### [Task item]
Go through the lines below and copy each one that holds the string "edges".
Start of Material to process
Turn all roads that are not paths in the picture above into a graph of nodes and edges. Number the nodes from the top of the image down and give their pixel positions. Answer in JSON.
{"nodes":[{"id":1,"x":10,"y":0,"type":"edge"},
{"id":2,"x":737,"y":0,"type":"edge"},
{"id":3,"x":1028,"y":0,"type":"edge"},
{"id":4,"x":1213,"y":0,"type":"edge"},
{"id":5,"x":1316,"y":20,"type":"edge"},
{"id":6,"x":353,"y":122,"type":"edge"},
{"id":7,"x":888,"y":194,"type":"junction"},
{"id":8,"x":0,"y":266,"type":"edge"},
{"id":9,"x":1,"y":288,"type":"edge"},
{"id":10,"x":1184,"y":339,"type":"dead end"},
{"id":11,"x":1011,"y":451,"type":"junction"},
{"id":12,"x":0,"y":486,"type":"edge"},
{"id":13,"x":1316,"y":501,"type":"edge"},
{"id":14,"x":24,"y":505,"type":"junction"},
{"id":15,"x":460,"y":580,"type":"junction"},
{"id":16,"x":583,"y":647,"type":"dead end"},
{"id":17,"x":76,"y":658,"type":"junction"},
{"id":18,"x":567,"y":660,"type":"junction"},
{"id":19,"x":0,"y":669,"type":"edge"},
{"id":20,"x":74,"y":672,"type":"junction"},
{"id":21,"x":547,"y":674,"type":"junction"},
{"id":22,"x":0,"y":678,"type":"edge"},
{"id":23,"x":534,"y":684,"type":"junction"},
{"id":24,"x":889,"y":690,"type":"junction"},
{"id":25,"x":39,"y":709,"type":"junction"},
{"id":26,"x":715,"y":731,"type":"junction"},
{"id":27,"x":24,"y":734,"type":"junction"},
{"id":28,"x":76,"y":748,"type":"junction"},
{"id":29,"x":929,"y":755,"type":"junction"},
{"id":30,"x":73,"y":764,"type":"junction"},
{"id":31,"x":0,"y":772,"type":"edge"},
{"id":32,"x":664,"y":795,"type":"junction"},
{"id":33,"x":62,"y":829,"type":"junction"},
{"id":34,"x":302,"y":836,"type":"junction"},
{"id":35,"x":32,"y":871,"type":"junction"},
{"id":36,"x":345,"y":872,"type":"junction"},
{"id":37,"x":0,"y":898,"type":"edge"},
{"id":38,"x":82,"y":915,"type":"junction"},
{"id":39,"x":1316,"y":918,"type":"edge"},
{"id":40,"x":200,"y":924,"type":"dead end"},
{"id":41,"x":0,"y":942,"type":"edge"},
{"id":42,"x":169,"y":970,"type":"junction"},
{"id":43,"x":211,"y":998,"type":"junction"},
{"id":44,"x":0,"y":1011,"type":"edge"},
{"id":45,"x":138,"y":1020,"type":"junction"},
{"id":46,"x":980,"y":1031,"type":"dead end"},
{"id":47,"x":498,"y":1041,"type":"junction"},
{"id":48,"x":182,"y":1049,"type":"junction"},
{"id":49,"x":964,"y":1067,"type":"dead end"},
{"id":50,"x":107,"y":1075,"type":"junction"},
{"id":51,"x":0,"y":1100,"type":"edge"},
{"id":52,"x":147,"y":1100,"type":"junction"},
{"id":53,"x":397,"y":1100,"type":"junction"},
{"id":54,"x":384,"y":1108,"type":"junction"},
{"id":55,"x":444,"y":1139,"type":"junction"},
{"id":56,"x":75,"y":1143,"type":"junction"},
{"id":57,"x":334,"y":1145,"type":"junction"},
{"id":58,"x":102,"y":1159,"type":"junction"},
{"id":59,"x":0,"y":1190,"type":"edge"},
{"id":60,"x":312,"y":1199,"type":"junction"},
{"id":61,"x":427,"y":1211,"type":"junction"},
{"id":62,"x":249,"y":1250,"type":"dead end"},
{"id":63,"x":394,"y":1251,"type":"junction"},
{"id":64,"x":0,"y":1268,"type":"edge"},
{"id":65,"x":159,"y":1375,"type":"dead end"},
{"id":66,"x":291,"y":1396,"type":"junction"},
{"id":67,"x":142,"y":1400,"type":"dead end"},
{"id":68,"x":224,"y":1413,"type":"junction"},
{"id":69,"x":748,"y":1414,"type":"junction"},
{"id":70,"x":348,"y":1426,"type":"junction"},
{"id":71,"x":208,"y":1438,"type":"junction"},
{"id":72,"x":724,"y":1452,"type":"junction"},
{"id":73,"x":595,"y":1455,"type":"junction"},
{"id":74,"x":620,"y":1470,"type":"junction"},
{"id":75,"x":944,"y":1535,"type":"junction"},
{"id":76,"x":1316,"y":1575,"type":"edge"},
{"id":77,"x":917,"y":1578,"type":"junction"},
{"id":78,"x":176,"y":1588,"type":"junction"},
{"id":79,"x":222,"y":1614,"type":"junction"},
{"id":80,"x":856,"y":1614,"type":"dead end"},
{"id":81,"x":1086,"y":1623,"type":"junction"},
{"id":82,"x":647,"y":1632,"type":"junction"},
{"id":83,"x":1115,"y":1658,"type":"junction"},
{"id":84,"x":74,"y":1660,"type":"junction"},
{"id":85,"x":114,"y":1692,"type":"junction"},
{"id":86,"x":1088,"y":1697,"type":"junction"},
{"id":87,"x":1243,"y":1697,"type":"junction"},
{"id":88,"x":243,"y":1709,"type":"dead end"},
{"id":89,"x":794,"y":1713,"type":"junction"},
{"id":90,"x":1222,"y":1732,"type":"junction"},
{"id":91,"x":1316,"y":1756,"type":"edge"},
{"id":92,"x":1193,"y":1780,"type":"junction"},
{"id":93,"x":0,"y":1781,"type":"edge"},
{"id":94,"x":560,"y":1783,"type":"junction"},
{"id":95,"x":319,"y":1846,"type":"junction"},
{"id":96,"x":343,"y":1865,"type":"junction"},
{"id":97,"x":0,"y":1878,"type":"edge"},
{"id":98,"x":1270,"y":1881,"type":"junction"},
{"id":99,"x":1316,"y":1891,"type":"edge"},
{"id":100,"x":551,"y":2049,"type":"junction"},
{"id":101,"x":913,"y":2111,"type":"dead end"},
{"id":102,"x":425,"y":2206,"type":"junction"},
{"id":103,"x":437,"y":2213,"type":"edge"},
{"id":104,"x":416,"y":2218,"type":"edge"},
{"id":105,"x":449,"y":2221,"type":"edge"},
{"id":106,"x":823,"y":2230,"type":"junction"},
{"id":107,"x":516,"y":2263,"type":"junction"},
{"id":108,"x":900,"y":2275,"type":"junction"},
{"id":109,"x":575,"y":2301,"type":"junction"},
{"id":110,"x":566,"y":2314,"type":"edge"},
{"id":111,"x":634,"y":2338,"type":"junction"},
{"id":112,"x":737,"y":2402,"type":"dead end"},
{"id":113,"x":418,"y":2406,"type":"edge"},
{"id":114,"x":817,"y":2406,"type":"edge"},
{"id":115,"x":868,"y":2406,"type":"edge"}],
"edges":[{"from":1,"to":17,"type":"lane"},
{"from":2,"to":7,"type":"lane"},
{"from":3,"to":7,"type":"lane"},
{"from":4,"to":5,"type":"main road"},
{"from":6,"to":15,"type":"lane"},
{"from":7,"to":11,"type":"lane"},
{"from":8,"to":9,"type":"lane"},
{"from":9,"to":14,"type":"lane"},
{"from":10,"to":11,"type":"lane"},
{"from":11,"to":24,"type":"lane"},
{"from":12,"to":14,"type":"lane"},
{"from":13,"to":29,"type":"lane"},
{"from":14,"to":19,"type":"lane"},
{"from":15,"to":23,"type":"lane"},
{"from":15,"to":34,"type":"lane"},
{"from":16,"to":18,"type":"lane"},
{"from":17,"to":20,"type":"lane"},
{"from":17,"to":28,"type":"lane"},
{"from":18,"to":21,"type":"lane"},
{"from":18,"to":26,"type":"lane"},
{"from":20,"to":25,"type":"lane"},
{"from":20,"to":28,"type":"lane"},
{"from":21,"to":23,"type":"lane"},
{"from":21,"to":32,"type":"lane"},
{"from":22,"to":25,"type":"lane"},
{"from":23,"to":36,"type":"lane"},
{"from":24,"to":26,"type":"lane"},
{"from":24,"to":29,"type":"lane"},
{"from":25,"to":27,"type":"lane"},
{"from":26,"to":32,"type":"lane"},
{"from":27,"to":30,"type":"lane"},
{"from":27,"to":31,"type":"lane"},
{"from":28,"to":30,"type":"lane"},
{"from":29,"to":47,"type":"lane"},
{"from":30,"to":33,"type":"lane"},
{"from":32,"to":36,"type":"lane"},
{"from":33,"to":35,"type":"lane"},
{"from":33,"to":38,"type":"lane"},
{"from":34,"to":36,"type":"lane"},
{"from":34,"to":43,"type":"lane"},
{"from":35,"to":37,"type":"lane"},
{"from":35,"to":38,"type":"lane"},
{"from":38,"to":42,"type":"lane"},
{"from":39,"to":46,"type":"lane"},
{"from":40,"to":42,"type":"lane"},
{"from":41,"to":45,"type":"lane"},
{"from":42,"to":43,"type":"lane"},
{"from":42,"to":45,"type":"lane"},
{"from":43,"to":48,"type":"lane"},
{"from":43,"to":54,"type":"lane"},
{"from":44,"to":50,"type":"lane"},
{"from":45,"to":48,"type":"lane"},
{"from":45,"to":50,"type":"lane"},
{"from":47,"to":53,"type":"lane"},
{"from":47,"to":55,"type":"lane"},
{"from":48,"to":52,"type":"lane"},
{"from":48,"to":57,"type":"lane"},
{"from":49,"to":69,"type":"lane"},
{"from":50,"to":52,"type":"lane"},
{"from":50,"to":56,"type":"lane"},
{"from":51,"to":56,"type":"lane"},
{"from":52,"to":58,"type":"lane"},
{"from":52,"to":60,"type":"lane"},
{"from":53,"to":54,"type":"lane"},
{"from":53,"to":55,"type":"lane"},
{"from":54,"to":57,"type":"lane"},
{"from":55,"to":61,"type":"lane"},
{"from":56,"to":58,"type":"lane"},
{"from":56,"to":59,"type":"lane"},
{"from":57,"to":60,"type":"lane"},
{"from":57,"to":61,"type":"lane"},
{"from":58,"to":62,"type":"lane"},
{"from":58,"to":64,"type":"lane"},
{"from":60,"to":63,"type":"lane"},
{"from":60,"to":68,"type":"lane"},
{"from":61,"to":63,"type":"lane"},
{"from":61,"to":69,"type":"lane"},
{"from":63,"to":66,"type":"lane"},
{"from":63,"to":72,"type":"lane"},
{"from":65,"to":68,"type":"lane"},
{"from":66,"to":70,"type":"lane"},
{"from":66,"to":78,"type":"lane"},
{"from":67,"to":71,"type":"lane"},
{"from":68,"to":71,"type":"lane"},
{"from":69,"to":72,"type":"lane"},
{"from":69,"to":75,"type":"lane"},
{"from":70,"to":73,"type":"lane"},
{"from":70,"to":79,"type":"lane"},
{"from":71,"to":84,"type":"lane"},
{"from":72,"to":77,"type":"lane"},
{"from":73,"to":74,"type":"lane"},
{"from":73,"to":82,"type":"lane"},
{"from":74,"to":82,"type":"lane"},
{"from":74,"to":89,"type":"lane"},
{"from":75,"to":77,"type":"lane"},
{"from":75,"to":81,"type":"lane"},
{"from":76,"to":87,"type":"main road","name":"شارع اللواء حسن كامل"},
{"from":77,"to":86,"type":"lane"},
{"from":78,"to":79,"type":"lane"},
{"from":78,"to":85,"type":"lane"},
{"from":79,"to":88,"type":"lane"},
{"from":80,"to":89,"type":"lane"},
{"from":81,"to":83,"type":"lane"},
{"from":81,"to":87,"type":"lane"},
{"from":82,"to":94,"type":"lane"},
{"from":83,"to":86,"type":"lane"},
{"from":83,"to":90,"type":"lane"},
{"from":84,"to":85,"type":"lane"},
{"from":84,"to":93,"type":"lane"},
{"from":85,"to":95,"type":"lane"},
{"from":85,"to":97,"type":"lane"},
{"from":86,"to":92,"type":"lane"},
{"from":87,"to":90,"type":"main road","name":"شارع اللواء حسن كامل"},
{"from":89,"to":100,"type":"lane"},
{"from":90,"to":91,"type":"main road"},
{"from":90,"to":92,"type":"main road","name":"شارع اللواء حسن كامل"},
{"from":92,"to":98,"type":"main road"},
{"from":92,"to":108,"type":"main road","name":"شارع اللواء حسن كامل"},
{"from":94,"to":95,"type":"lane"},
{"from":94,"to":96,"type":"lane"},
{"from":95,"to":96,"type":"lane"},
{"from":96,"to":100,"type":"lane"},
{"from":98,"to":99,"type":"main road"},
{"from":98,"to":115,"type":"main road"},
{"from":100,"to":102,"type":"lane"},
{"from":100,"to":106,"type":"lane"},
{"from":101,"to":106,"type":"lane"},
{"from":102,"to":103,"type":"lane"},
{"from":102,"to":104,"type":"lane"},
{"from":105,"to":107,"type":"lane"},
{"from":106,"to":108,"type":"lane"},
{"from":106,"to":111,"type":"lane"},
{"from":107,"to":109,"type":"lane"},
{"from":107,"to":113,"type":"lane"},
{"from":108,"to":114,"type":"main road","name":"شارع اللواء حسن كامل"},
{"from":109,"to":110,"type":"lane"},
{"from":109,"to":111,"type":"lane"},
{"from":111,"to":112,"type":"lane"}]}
End of Material to process
### [Result of the task]
Turn all roads that are not paths in the picture above into a graph of nodes and edges. Number the nodes from the top of the image down and give their pixel positions. Answer in JSON.
"edges":[{"from":1,"to":17,"type":"lane"},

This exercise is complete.